Your answer should consist of the lines below that hold the word "Демьяна".

Saved entries:
____
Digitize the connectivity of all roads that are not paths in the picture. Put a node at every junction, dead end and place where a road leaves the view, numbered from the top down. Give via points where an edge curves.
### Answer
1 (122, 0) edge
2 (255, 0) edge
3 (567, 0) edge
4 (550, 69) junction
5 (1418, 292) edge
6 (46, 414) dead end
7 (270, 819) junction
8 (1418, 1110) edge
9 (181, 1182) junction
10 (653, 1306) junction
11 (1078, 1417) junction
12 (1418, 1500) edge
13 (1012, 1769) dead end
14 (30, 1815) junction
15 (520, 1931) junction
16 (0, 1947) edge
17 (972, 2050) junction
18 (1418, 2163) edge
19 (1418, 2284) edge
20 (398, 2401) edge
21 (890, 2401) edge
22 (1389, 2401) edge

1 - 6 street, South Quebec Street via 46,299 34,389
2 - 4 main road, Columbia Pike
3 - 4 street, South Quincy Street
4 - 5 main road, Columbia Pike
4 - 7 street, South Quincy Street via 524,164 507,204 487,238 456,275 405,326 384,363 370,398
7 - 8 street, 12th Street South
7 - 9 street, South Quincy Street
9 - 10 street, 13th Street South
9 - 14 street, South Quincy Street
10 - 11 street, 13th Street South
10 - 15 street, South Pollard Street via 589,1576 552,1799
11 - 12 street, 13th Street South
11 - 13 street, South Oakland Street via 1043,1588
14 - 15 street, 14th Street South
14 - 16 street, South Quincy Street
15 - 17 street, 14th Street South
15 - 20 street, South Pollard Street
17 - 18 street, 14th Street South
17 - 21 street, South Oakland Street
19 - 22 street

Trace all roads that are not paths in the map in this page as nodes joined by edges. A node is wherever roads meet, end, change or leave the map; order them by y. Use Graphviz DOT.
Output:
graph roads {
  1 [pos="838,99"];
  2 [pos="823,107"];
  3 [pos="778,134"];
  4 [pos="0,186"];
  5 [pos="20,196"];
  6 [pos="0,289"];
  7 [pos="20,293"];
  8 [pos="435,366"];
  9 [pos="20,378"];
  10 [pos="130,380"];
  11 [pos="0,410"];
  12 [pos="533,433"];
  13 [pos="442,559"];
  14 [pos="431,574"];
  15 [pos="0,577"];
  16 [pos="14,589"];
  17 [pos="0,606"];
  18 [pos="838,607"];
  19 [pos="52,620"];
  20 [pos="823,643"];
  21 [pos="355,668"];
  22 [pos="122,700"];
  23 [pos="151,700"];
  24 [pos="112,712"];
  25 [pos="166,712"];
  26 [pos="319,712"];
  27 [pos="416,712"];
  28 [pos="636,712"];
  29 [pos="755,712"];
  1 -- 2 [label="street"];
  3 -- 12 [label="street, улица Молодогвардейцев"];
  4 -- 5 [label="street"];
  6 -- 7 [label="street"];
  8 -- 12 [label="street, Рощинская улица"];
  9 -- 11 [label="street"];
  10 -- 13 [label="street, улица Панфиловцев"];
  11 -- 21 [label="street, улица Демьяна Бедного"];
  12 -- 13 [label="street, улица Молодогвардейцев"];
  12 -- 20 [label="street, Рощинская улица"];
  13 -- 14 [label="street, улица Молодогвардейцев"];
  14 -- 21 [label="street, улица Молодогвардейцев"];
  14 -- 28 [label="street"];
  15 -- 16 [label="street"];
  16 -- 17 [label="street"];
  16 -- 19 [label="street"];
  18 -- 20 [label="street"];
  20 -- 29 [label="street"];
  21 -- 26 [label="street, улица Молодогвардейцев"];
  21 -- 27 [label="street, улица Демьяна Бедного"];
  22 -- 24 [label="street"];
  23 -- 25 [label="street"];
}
____
▸ **TASK ANSWER**
  11 -- 21 [label="street, улица Демьяна Бедного"];
  21 -- 27 [label="street, улица Демьяна Бедного"];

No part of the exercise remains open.